▶ Activity
Every record that follows should be copied exactly. No picture belongs in the copy.

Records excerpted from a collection
━━━━━━━━━━━━━━━━━━━━
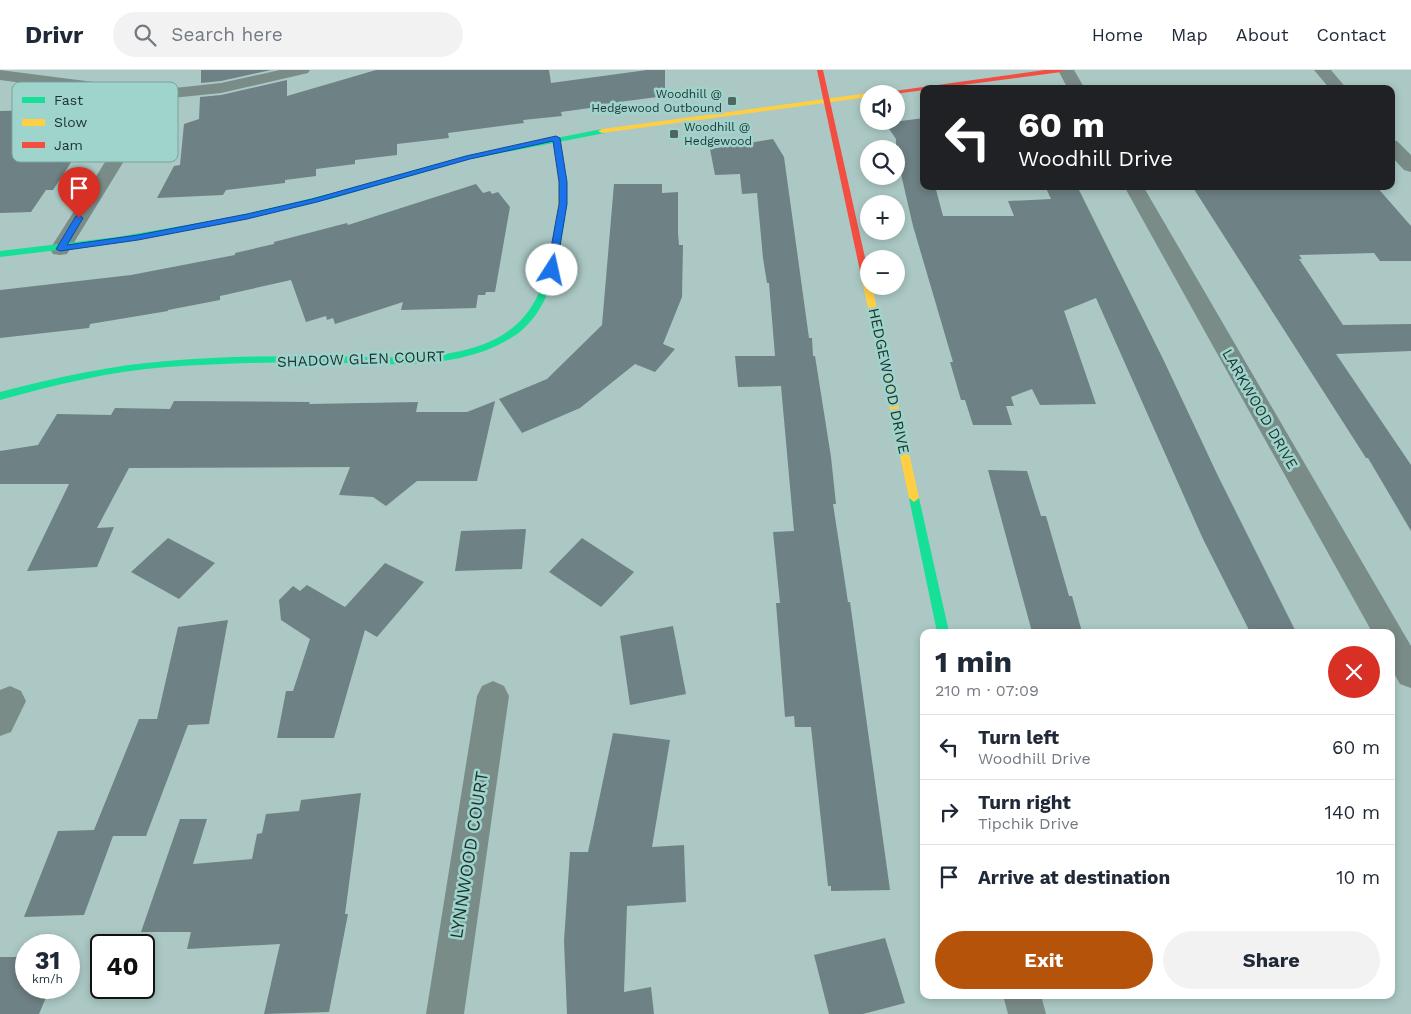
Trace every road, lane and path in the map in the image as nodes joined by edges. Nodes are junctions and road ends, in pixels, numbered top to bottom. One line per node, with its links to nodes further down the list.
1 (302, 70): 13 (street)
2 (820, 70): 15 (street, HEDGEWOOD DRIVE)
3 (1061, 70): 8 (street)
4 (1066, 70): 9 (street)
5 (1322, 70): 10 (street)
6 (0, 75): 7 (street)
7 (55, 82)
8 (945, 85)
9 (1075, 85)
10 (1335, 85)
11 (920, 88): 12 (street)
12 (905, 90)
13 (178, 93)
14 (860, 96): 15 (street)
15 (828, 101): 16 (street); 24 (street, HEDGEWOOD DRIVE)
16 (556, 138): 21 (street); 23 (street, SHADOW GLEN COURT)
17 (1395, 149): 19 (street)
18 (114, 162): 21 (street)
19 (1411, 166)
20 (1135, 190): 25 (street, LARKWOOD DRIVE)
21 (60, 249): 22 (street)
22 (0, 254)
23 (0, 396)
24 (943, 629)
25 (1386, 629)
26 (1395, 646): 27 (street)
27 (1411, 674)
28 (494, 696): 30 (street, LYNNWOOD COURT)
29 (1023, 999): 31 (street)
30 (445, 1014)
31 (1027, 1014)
━━━━━━━━━━━━━━━━━━━━
▶ Exercise solution
Trace every road, lane and path in the map in the image as nodes joined by edges. Nodes are junctions and road ends, in pixels, numbered top to bottom. One line per node, with its links to nodes further down the list.
1 (302, 70): 13 (street)
2 (820, 70): 15 (street, HEDGEWOOD DRIVE)
3 (1061, 70): 8 (street)
4 (1066, 70): 9 (street)
5 (1322, 70): 10 (street)
6 (0, 75): 7 (street)
7 (55, 82)
8 (945, 85)
9 (1075, 85)
10 (1335, 85)
11 (920, 88): 12 (street)
12 (905, 90)
13 (178, 93)
14 (860, 96): 15 (street)
15 (828, 101): 16 (street); 24 (street, HEDGEWOOD DRIVE)
16 (556, 138): 21 (street); 23 (street, SHADOW GLEN COURT)
17 (1395, 149): 19 (street)
18 (114, 162): 21 (street)
19 (1411, 166)
20 (1135, 190): 25 (street, LARKWOOD DRIVE)
21 (60, 249): 22 (street)
22 (0, 254)
23 (0, 396)
24 (943, 629)
25 (1386, 629)
26 (1395, 646): 27 (street)
27 (1411, 674)
28 (494, 696): 30 (street, LYNNWOOD COURT)
29 (1023, 999): 31 (street)
30 (445, 1014)
31 (1027, 1014)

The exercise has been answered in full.